There was some thought that veteran Tyrone Crawford could be a salary cap casualty this year. Dallas can save $5.9 million by releasing him now or $7 million by making him a post-June 1st cut. That’s money which could be used to help re-sign DeMarcus Lawrence, add Earl Thomas, extend Dak Prescott, or many other moves.
But then about a week ago, reports came out that the Cowboys do not plan to re-sign David Irving. If that wasn’t enough to help Crawford’s job security, it was announced on Tuesday that Randy Gregory had been suspended indefinitely by the league for further substance abuse violations.
This almost assures that Tyrone will stick around in 2019, though he may be playing more on the outside than the interior. He will likely be a starting DE and then move inside on some passing downs.
Barring any offseason acquisitions, Maliek Collins and Antwaun Woods will return as the primary tackles. They come at a combined bargain of just around $2.8 million, with Collins making up most of that one
This duo was emerging nicely throughout last season, arguably playing their best ball by December. You could even give them a partial pass for the Rams game as Collins was battling illness and Woods played with a torn labrum after the 2nd quarter.
Both Maliek and Antwaun will be on expiring contracts, although Woods will only be a restricted free agent in 2020. Even if the Cowboys feel good about this pair as their 2019 starters, they may still want to prepare for the future with Collins soon headed into free agency.
The team faces a tough decision with Maliek Collins, both this year and next season. He’s been solid for a third-round pick but inconsistent in his play, seemingly due more to always nursing some kind of injury than any lack of talent.
Maliek takes a lot of snaps, leading all defensive linemen in 2016-2017 and near the top last year in the games he played. He’s produced an adequate 10.5 sacks in his career, but half of that came in his rookie season playing next to Terrell McClain.
If the Cowboys want to find an upgrade at defensive tackle, they may very well be giving away Collins’ spot.
In that scenario, Dallas could look to find a trade partner. Maliek turns just 24 in April and would cost his next team just $850k in base salary for 2019. The Cowboys would save about $2 million off his scheduled cap hit.
The money isn’t prohibitive; Dallas could keep Collins to compete with Woods for a starting role or even to just be a versatile backup. They have total financial flexibility.
Even if the team does look to add an upgrade it still makes sense to hang on to Maliek. The only other DT of consequence on the roster right now is Daniel Ross, who Dallas will almost surely re-sign as an exclusive rights free agent. Having Collins, Ross, and Woods with some free agent or rookie addition would round out the depth chart fairly well.
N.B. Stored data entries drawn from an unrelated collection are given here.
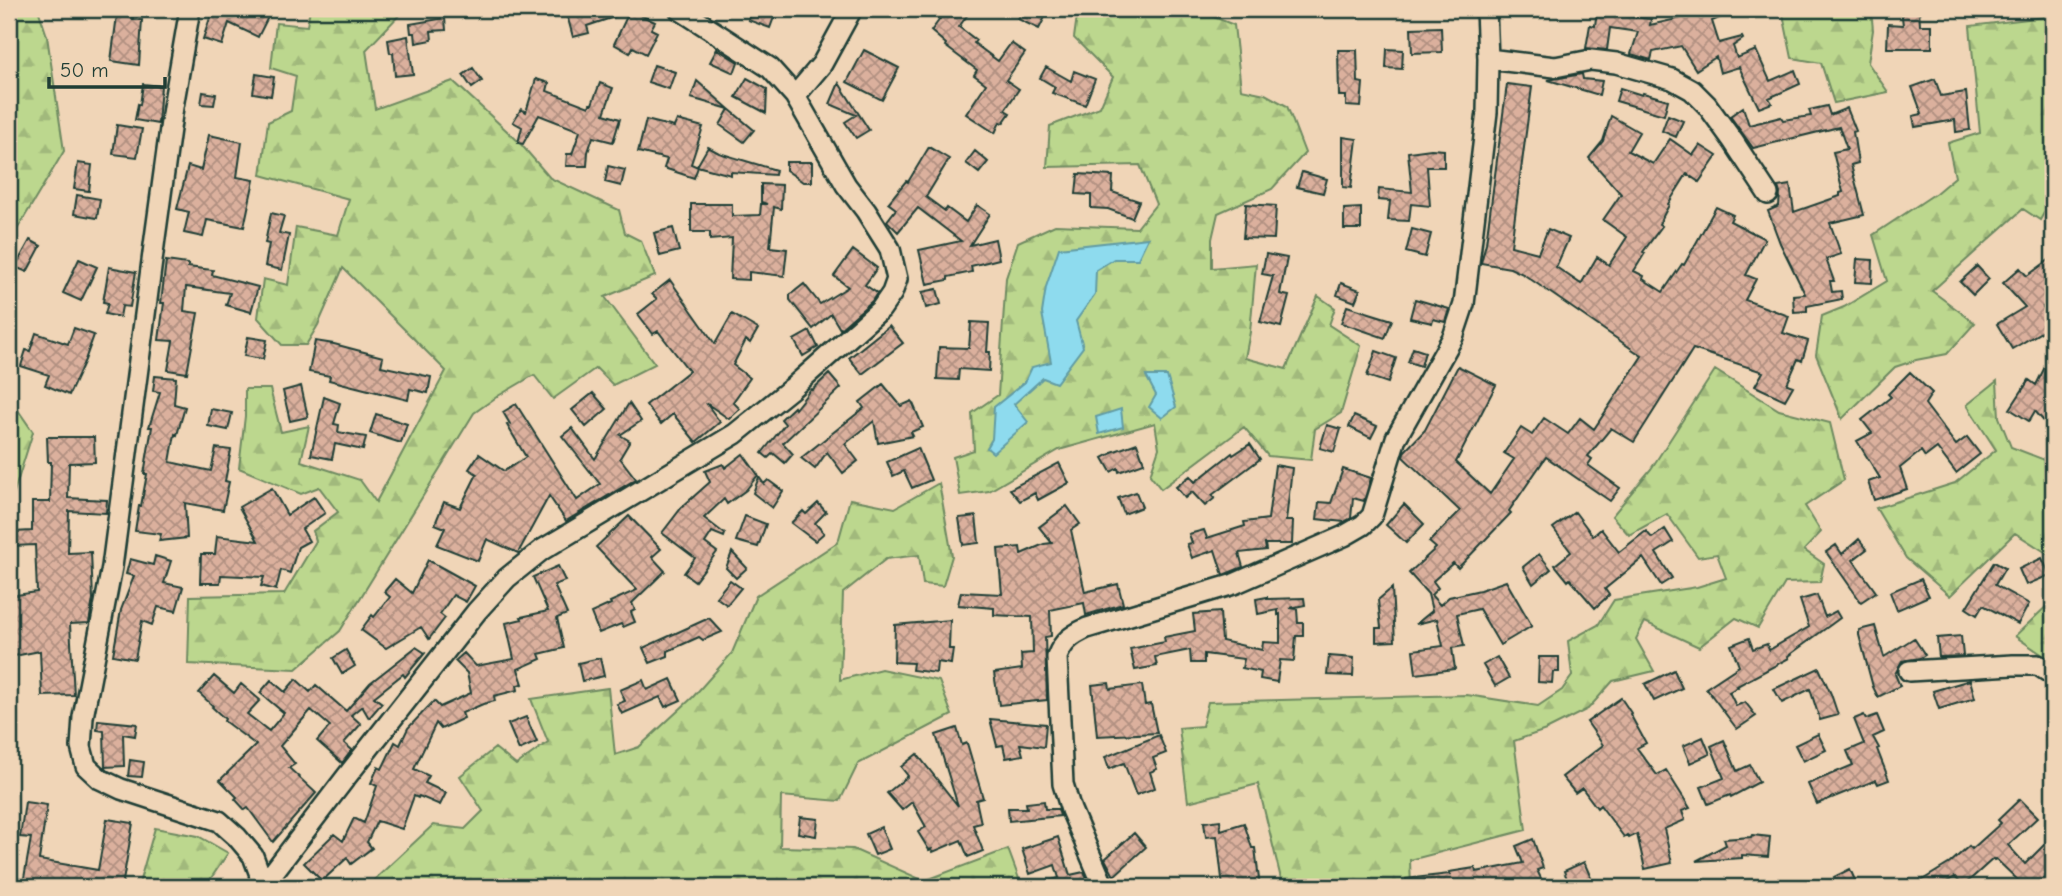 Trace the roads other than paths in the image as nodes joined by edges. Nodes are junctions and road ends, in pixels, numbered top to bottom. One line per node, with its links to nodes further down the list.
1 (190, 9): 10 (street)
2 (679, 9): 6 (street)
3 (852, 9): 6 (street)
4 (1486, 9): 5 (street)
5 (1488, 59): 7 (street); 11 (street)
6 (795, 96): 10 (street)
7 (1768, 194)
8 (1909, 671): 9 (street)
9 (2053, 675)
10 (262, 887)
11 (1104, 887) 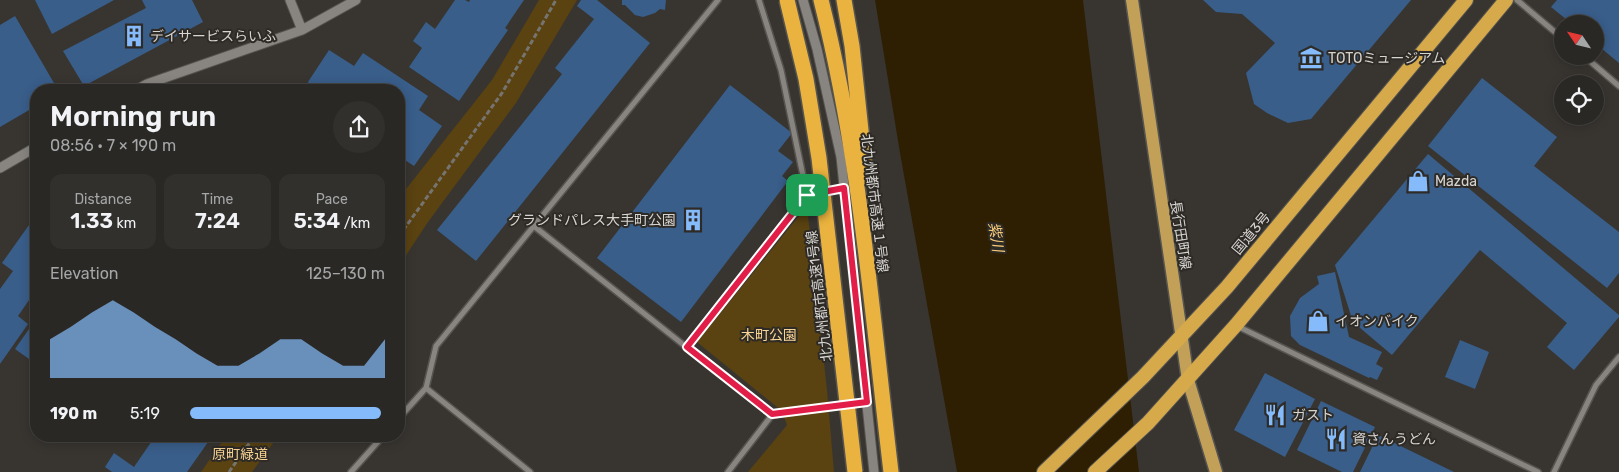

We mention potential upgrades in free agency because there could be several available. Many expect the Bucs to make six-time Pro Bowler Gerald McCoy a salary cap casualty, even though he’s posted six sacks or more every season since 2013. While he just turned 31 in February, McCoy could bring a boost do the Cowboys’ defensive front.
Dallas probably won’t be looking to pay market price on a guy like Grady Jarrett, but they could also explore second-tier options like Darius Philon (Chargers) or Muhammad Wilkerson (Packers). They have the money, even if they retain Crawford and Collins.
The draft is another option. There could be a few solid DT prospects available when Dallas picks at #58, such as Jeffery Simmons from Mississippi St. or Miami’s Gerald Willis III.
If the Cowboys sign Earl Thomas at safety and aren’t looking to spend a high pick on TE after Jason Witten’s return, then defensive tackle could very well be at or neat the top of their draft needs this April.
This could go any number of ways, and one of those includes just standing pat. Dallas might decide that Maliek Collins and Antwaun Woods were good enough to stick with for next year, seeing the Rams game as an anomaly and focusing on their play throughout the season.
Thankfully, to whatever extent they assess their need at defensive tackle, the Dallas Cowboys have plenty of options to address it. It’s not a flashy position, but it’s a very important one for them to consider this offseason.